Aim of the exercise: Please set down, word for word, each line from the one containing "thumb mcp: (1073, 1013)" through the final line of the records below, both included, and nothing else.

Material provided:

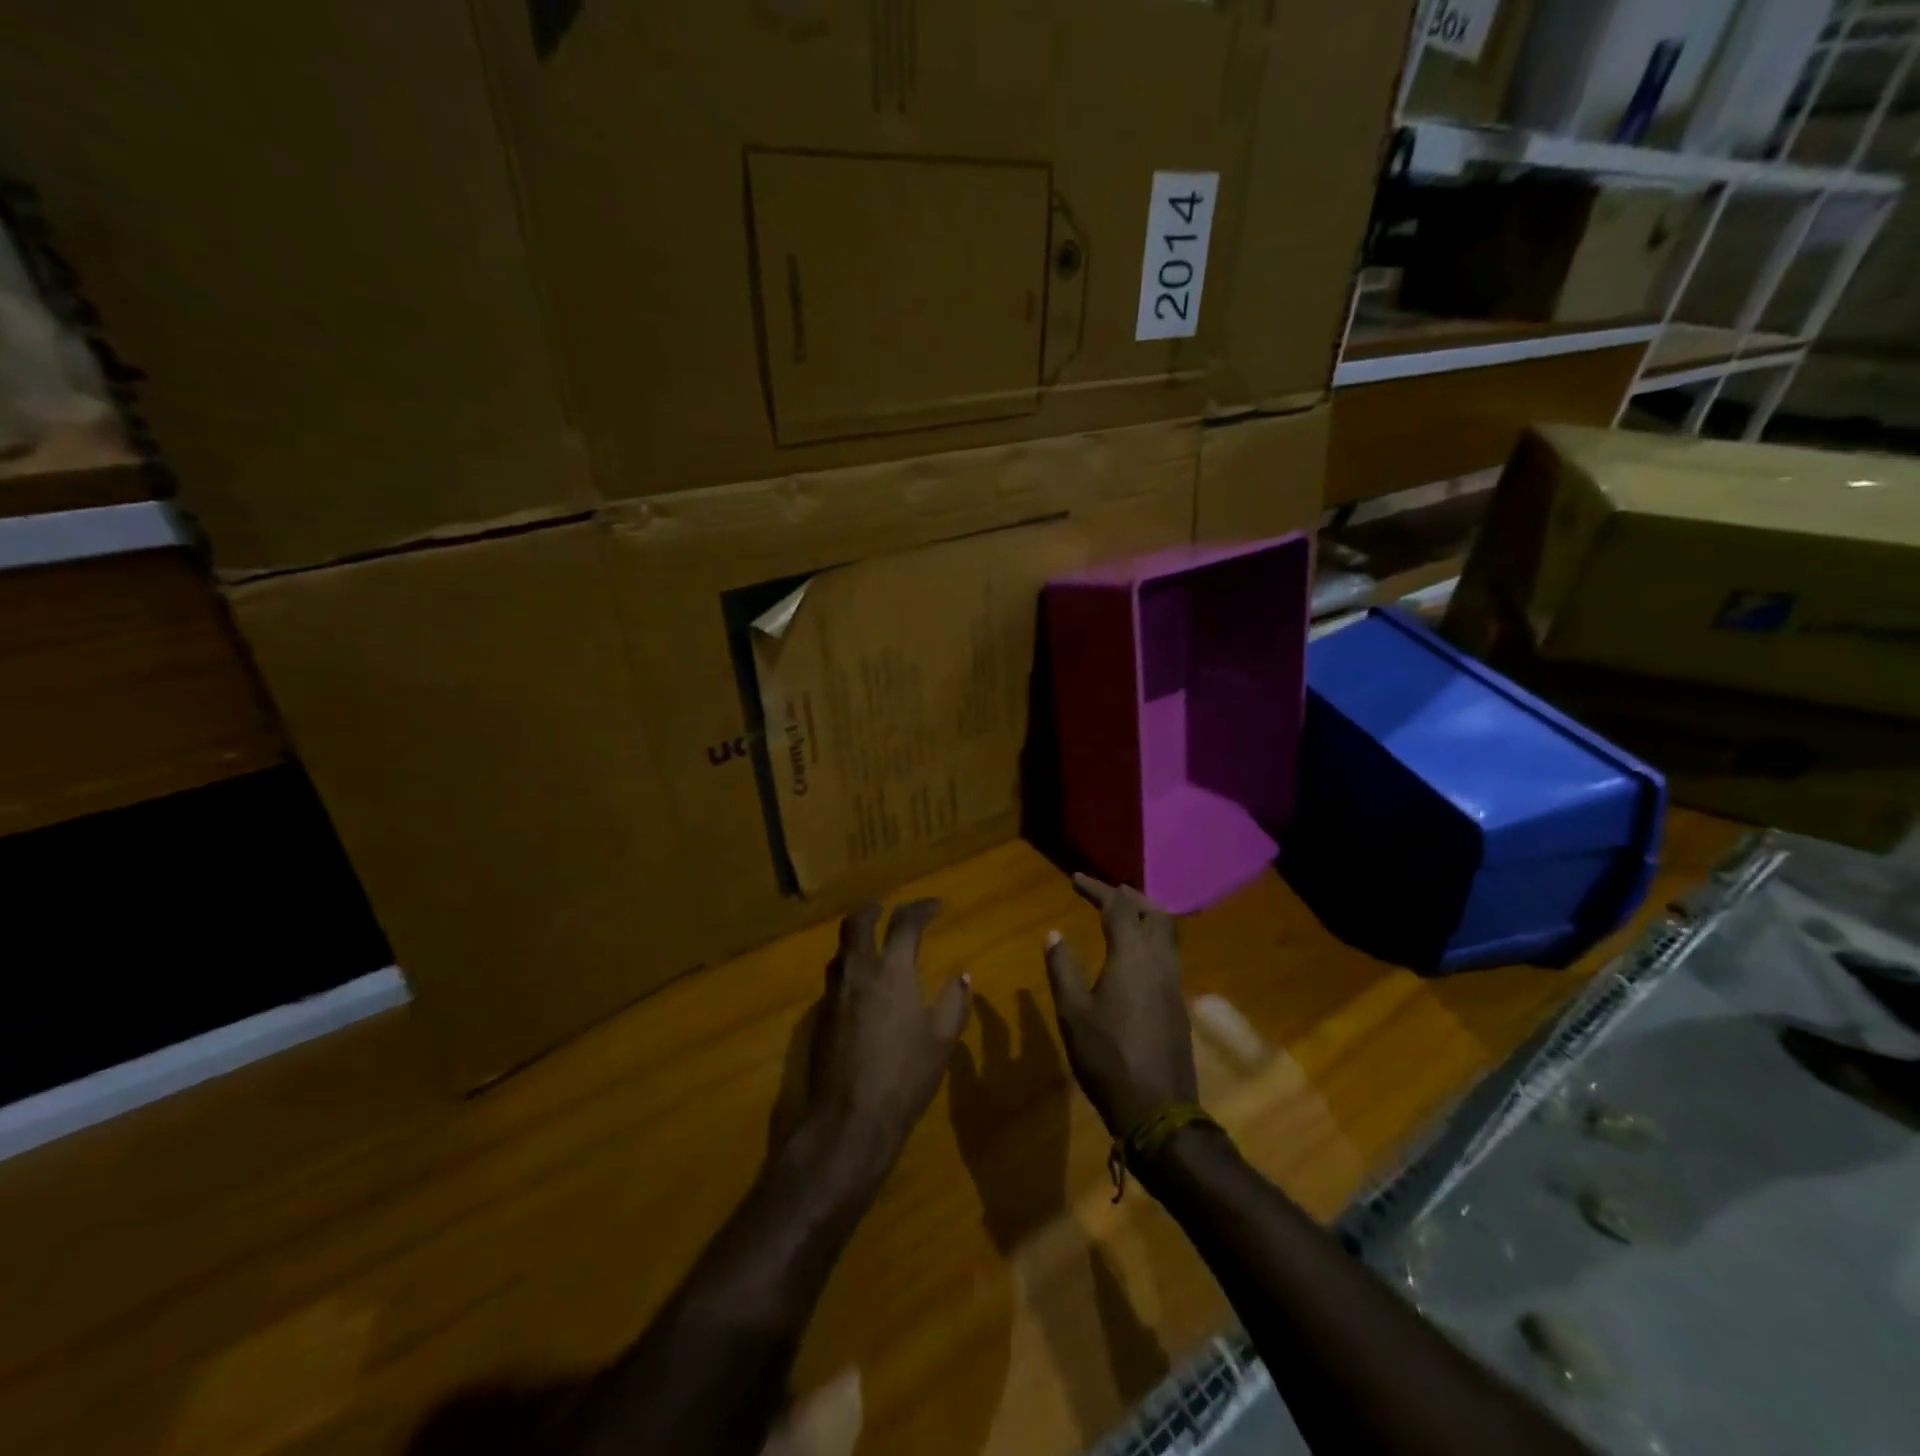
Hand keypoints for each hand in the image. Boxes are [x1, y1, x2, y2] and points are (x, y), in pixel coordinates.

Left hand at [804, 899, 972, 1162]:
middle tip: (888, 909)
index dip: (922, 909)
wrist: (851, 1118)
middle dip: (874, 910)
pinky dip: (849, 967)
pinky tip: (862, 987)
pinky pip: (835, 977)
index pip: (905, 923)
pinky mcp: (821, 1017)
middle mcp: (859, 971)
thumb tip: (963, 976)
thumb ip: (954, 1002)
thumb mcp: (942, 1040)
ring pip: (841, 949)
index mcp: (893, 970)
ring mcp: (834, 993)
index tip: (935, 907)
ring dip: (858, 938)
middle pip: (858, 923)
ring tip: (874, 945)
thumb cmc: (906, 1075)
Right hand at [1042, 874, 1198, 1137]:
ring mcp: (1174, 982)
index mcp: (1133, 957)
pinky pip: (1170, 952)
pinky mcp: (1179, 1002)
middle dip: (1128, 896)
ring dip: (1145, 914)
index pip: (1117, 907)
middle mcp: (1160, 961)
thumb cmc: (1108, 1058)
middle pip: (1152, 912)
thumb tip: (1055, 934)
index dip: (1096, 888)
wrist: (1157, 1109)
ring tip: (1122, 913)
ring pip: (1167, 932)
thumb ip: (1063, 968)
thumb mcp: (1073, 1013)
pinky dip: (1152, 937)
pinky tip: (1136, 953)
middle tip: (1104, 891)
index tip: (1074, 879)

Exercise response:
thumb mcp: (1073, 1013)
pinky dip: (1152, 937)
pinky tip: (1136, 953)
middle tip: (1104, 891)
index tip: (1074, 879)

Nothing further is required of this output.